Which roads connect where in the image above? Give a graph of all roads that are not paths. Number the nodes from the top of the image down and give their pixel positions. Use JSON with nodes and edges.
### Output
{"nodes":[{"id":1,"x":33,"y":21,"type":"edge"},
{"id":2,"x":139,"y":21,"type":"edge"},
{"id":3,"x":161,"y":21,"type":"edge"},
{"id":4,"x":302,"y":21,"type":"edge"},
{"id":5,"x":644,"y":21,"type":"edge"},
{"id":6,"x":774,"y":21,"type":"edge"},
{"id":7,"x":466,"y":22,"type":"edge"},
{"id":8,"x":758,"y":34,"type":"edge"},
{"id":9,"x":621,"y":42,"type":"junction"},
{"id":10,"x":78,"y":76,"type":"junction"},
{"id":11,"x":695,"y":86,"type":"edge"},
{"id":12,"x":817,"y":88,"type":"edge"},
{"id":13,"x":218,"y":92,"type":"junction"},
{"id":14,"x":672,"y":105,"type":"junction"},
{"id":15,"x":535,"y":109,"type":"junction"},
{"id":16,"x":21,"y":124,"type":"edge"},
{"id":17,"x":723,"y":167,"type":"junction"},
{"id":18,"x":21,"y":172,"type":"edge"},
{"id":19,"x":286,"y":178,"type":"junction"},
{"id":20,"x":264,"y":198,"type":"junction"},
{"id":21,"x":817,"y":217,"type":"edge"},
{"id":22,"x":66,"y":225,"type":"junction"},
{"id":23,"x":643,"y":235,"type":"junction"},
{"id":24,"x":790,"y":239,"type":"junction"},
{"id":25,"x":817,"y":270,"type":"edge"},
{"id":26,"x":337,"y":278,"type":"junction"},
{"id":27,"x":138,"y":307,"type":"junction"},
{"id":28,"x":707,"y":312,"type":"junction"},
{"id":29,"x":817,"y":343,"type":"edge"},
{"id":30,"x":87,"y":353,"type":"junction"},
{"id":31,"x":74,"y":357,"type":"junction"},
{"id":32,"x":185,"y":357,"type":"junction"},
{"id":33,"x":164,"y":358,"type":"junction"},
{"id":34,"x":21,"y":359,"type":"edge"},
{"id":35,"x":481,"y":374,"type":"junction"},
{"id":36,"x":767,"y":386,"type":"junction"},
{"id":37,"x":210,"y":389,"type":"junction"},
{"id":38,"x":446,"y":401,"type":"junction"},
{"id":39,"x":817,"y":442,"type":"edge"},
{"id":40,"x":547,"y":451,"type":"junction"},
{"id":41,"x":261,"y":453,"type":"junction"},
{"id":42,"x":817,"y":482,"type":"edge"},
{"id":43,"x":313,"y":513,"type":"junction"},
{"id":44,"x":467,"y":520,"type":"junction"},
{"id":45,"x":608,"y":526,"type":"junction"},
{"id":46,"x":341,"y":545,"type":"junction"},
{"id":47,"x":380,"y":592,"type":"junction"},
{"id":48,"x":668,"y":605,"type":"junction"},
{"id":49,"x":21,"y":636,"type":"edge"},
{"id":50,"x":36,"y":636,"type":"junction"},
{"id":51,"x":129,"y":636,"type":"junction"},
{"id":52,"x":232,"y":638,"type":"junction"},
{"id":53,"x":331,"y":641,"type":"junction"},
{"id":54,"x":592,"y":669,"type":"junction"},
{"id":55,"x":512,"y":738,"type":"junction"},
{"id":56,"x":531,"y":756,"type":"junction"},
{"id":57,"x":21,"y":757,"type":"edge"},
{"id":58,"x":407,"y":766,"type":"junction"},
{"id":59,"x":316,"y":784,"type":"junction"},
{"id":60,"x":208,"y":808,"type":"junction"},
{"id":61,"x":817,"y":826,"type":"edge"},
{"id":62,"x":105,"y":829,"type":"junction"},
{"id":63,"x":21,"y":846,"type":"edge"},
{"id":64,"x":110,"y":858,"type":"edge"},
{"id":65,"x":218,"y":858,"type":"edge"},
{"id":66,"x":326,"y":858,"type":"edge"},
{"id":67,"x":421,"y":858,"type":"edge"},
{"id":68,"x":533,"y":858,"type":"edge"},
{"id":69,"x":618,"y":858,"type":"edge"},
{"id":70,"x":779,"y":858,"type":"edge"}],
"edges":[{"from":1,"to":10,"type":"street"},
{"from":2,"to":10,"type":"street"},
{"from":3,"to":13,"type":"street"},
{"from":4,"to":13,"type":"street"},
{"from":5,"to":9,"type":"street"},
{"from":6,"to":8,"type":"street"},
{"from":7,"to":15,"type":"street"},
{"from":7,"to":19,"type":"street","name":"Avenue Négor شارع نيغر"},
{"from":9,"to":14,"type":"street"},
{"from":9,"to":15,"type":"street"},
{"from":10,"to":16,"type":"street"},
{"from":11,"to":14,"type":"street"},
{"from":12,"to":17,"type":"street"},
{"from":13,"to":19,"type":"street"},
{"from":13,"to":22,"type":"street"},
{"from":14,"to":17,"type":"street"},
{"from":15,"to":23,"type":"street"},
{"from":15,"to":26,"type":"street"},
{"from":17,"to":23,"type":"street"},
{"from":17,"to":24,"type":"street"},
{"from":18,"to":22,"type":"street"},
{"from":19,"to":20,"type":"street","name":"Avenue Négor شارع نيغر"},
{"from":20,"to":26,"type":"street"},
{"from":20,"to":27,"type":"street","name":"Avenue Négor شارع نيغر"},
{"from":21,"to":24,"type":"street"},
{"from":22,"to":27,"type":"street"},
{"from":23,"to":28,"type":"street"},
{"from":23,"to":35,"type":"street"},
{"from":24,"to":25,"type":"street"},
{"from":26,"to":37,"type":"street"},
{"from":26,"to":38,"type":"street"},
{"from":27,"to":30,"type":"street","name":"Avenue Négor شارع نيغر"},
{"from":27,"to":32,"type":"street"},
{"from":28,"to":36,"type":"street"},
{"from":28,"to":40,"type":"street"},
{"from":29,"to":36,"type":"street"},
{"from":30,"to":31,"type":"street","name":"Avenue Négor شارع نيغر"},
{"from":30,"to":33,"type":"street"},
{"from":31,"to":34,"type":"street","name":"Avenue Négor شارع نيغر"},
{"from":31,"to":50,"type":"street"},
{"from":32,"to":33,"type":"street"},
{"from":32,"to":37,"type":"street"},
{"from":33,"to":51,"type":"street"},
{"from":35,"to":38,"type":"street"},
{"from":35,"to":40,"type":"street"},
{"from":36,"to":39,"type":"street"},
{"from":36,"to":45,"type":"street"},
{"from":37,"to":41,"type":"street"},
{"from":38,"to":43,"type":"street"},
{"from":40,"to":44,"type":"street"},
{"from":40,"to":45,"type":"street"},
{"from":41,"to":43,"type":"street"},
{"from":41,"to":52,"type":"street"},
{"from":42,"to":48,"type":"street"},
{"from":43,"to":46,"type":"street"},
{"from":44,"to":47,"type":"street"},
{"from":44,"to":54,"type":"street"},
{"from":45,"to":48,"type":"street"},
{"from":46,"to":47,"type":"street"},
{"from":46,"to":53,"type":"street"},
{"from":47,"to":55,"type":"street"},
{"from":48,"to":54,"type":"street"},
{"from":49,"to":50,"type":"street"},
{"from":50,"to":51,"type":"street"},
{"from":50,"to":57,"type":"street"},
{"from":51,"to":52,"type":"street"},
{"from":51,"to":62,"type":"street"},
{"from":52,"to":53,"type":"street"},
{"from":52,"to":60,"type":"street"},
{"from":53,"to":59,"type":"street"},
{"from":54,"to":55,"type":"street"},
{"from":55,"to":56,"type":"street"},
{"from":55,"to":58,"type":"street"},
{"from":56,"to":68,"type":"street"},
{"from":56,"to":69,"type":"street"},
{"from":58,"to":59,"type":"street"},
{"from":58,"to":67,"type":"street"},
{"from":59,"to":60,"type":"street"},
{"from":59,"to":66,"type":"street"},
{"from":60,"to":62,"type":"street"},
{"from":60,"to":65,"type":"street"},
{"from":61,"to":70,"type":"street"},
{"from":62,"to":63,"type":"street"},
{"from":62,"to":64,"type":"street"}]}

→ **EXERCISE AIM**: In the listing above, find each line with the word "edges" and copy it out.

→ **ANSWER BOX**:
Which roads connect where in the image above? Give a graph of all roads that are not paths. Number the nodes from the top of the image down and give their pixel positions. Use JSON with nodes and edges.
"edges":[{"from":1,"to":10,"type":"street"},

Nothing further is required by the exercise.